Rumination is the focused attention on the symptoms of one's distress, and on its possible causes and consequences, as opposed to its solutions, according to the Response Styles Theory proposed by Nolen-Hoeksema (1998).

Because the Response Styles Theory has been empirically supported, this model of rumination is the most widely used conceptualization. Other theories, however, have proposed different definitions for rumination. For example, in the Goal Progress Theory, rumination is conceptualized not as a reaction to a mood state, but as a "response to failure to progress satisfactorily towards a goal". As such, both rumination and worry are associated with anxiety and other negative emotional states; however, its measures have not been unified. Multiple tools exist to measure ruminative thoughts.
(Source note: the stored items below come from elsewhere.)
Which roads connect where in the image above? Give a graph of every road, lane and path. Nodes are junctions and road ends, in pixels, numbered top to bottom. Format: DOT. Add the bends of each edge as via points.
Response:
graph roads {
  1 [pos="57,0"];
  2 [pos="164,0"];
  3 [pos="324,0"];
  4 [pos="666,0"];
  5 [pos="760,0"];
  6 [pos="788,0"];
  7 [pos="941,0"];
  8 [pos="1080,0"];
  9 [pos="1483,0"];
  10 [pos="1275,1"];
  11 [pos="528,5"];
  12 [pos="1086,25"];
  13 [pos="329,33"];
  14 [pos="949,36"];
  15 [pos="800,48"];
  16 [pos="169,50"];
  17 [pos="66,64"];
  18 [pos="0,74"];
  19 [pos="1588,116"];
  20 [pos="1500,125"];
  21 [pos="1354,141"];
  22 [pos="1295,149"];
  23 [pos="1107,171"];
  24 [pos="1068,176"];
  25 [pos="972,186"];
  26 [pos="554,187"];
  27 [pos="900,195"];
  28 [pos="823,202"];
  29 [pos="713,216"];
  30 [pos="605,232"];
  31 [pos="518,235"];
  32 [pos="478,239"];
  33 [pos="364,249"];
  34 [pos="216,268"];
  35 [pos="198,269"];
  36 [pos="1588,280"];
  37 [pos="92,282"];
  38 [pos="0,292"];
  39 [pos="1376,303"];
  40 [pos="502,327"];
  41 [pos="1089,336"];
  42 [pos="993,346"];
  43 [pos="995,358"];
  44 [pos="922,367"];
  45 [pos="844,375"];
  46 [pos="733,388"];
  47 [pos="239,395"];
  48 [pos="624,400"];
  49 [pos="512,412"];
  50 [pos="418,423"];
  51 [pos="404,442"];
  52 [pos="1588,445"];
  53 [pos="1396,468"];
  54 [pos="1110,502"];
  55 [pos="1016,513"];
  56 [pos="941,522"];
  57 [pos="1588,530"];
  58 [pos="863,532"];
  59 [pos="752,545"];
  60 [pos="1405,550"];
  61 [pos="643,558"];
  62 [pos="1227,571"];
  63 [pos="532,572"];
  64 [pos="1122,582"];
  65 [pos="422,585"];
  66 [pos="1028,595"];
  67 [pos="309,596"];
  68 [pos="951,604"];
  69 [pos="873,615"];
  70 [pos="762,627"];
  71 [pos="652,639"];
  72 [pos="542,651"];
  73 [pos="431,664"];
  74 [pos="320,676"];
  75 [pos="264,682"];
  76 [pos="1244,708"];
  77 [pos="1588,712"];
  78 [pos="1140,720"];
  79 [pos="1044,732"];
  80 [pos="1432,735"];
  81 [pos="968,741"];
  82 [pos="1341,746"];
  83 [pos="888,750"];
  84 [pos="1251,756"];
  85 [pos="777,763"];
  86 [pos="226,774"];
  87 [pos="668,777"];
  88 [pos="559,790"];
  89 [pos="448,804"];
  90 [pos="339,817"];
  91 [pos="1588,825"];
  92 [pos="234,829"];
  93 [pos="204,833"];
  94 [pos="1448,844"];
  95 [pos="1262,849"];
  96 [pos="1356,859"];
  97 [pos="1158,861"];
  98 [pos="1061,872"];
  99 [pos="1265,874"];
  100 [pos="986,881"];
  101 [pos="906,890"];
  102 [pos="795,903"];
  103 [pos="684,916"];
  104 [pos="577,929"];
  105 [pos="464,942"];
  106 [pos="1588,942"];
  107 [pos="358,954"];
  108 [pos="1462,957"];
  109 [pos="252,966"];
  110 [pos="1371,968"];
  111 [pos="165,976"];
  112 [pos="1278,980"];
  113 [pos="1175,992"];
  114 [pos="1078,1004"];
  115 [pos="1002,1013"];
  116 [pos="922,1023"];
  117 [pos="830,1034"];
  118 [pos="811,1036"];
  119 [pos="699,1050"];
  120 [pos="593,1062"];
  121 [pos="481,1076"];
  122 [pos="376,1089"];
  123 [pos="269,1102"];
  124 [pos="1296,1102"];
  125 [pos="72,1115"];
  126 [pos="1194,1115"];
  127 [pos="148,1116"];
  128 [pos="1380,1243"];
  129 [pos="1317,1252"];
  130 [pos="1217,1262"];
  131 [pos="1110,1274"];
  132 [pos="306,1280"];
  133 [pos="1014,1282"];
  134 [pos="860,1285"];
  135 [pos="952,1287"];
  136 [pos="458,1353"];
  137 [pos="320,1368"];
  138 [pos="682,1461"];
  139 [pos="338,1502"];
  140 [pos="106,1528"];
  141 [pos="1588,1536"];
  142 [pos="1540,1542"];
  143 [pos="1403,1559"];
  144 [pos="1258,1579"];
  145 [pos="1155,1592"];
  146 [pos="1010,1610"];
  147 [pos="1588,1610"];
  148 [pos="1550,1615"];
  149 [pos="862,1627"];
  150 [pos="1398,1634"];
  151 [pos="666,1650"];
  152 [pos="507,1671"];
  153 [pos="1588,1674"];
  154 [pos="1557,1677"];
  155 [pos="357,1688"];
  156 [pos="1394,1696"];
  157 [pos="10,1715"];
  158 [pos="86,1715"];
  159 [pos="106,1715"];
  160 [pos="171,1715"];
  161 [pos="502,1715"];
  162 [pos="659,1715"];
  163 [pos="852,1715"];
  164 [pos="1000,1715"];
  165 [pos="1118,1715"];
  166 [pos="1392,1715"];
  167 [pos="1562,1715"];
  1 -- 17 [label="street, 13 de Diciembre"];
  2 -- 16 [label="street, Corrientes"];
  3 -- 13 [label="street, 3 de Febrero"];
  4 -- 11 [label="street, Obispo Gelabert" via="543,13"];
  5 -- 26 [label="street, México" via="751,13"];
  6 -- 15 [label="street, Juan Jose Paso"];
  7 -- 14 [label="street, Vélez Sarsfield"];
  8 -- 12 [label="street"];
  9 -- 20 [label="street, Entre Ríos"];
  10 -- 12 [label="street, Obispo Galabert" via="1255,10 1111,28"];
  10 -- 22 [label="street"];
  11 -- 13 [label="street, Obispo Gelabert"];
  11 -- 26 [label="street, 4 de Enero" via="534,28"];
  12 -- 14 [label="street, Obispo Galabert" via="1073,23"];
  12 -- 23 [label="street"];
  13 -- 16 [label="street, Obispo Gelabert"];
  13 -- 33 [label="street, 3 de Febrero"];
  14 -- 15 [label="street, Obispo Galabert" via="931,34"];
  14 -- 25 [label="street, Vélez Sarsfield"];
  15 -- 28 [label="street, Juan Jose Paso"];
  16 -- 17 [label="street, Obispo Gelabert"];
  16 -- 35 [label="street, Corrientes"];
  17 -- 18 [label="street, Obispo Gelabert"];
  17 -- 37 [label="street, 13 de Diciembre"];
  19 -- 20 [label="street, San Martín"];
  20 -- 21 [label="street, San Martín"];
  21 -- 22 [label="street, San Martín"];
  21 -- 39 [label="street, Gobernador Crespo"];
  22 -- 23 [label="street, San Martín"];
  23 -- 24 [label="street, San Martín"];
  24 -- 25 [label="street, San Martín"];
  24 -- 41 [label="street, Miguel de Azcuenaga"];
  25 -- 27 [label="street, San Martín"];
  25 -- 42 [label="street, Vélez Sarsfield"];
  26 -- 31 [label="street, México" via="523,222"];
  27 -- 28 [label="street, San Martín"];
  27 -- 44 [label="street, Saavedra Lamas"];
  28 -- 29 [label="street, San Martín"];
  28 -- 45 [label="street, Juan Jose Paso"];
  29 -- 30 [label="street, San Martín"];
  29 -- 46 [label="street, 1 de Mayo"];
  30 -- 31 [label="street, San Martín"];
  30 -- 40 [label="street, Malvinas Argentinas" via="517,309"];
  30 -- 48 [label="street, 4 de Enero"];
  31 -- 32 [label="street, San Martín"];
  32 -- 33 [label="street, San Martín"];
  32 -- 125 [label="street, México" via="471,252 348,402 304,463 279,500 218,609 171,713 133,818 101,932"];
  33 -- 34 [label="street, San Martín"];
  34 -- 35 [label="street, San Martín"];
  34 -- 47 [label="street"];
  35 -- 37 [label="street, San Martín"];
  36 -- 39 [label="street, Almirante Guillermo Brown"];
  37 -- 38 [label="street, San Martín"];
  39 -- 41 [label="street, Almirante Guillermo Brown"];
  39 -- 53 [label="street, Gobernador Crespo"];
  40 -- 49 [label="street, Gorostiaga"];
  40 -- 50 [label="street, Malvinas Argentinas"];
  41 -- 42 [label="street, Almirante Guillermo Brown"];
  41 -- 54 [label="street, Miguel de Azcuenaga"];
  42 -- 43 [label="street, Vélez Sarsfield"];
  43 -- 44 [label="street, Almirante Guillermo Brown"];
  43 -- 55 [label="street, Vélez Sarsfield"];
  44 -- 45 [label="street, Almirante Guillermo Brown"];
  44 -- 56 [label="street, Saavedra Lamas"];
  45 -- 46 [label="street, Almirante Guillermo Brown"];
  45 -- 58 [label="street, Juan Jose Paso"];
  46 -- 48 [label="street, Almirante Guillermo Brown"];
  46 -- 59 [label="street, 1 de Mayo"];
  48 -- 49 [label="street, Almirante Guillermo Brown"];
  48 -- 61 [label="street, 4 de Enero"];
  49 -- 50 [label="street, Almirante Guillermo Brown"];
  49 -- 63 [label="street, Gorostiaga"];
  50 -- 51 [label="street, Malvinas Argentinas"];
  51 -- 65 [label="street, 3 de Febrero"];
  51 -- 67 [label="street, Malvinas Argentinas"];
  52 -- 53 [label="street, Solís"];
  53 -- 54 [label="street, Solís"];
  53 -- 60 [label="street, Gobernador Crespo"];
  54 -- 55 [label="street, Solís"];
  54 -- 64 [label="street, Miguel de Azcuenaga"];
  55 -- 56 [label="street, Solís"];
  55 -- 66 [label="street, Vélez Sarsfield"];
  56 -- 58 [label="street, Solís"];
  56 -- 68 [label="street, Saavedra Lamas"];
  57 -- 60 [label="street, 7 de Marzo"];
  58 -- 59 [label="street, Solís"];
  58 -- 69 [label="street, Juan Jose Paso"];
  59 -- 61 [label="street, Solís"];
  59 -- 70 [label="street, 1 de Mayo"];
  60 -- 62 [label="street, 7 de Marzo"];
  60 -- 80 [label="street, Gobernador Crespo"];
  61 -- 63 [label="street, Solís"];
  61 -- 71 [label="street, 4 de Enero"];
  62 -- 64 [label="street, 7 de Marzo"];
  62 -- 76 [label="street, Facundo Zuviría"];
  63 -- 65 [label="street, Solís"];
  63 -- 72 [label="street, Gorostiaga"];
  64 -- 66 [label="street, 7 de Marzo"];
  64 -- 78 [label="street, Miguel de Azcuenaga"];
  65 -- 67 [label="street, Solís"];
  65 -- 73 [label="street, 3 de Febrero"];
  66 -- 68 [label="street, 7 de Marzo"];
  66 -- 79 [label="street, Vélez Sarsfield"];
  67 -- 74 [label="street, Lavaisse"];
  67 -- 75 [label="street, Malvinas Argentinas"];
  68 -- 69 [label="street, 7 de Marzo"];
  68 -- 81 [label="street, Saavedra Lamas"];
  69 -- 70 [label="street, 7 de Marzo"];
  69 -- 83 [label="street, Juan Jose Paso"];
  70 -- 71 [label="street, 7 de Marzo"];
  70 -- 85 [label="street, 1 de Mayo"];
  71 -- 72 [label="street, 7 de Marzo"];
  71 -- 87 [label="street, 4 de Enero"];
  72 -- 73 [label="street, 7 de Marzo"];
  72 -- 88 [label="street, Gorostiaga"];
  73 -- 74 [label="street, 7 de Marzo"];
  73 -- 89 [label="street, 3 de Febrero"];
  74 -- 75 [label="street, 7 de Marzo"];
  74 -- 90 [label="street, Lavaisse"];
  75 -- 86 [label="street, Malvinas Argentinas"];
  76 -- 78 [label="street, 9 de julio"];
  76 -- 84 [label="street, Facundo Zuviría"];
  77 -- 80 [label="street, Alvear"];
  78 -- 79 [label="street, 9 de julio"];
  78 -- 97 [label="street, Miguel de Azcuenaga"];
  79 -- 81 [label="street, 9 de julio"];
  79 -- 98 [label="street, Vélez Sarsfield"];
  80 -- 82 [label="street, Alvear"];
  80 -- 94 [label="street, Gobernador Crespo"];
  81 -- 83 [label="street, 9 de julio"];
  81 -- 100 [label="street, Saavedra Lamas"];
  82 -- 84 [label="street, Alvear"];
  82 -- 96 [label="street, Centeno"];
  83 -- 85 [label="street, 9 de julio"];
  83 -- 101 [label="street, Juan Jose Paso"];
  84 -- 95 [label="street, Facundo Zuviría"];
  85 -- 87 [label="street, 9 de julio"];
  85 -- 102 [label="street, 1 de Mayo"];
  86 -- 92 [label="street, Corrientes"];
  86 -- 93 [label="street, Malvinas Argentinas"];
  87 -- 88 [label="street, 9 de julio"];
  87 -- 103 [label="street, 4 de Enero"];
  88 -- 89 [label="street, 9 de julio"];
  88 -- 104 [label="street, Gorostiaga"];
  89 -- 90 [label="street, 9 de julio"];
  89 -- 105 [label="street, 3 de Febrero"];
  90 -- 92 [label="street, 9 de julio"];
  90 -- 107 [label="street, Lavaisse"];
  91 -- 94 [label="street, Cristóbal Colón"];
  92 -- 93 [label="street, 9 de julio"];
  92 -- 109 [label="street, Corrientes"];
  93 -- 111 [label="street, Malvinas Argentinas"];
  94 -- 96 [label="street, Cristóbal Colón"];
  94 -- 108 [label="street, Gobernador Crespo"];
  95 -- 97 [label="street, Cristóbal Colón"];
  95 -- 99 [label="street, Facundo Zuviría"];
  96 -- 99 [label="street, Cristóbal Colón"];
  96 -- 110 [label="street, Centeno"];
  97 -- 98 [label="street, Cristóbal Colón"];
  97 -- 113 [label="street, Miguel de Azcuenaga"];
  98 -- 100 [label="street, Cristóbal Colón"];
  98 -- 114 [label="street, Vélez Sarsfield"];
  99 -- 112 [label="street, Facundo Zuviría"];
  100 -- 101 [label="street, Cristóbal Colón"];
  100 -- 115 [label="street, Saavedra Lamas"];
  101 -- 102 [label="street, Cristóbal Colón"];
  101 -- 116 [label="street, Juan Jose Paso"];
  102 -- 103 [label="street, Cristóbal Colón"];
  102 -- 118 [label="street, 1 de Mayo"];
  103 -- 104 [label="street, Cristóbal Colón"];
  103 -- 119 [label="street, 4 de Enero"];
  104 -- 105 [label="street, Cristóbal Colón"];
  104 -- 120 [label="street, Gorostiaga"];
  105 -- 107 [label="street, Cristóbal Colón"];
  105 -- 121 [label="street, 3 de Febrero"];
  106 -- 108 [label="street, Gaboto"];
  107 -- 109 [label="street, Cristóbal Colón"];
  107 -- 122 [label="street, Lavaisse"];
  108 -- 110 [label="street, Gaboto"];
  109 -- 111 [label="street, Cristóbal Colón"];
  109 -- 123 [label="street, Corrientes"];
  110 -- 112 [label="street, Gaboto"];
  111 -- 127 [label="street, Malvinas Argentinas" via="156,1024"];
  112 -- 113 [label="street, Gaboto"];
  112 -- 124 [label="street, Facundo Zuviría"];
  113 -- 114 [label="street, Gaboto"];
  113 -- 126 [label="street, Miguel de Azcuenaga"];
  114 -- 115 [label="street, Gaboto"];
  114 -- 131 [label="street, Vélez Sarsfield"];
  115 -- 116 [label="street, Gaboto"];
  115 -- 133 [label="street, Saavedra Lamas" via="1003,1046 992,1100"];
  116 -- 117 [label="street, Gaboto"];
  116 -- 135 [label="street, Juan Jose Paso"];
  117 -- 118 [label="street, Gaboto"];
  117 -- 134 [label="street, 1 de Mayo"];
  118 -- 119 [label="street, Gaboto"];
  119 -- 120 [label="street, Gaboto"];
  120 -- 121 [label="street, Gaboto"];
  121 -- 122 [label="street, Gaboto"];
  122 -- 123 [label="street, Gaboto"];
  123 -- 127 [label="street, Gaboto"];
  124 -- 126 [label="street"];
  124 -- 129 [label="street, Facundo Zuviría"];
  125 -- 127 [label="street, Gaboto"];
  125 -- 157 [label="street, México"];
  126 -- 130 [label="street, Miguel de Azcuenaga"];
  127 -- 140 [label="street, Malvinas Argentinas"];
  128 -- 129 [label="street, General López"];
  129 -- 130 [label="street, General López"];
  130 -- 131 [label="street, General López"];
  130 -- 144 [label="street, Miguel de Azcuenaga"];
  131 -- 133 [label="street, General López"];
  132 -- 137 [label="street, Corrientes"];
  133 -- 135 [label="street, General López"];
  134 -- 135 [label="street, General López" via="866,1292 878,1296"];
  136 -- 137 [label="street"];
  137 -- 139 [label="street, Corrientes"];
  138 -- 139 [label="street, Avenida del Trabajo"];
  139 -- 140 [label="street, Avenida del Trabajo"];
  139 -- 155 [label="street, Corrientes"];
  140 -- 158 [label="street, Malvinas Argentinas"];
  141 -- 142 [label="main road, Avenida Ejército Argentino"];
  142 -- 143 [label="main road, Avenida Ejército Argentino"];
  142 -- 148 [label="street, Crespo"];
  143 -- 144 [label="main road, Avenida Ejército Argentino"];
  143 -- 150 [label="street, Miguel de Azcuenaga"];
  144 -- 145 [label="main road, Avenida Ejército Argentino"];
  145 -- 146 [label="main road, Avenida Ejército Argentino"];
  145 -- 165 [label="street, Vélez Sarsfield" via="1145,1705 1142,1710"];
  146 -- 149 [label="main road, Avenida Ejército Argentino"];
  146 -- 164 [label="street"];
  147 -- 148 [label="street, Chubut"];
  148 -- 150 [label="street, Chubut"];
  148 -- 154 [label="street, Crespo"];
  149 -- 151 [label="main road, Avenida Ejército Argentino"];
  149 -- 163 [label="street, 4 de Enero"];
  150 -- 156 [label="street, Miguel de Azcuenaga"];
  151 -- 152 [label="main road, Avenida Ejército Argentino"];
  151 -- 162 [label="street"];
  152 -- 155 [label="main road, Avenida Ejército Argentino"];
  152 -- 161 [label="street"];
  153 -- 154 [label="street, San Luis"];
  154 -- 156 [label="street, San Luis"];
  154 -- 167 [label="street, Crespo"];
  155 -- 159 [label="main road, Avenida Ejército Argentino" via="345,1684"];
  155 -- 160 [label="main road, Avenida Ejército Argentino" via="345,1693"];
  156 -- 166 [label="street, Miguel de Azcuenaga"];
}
Treatments specifically addressing ruminative thought patterns are still in the early stages of development.

Theories

Response styles theory
Response styles theory (RST) initially defined rumination as passively and repetitively focusing on one's symptoms of depression and the possible causes and consequences of these symptoms. As evidence for this definition, rumination has been implicated in the development, maintenance, and aggravation of both depressive symptoms as well as episodes of major depression. Recently, RST has expanded the definition of rumination beyond depression to include passive and repetitive focus on the causes, consequences, and symptoms of one's distress in general. This change was made because rumination has been implicated in a host of disorders, not just depression.

RST also contends that positive distraction is the healthy alternative to rumination, where focus is directed to positive stimuli instead of to distress. However, the literature suggests that positive distraction may not be as potent a tool as once thought.

Specifically, the S-REF model defines rumination as "repetitive thoughts generated by attempts to cope with self-discrepancy that are directed primarily toward processing the content of self-referent information and not toward immediate goal-directed action." Put more simply, when a person ruminates, he or she aims to answer questions such as:
 How do I feel about this event?
 How can I change my thoughts and feelings about the event?
 How can I prevent disturbing thoughts and feelings in the future?
However, in answering these questions, ruminators tend to focus on their emotions (i.e., "self-referent information") as opposed to problem solving (i.e., "goal-directed action").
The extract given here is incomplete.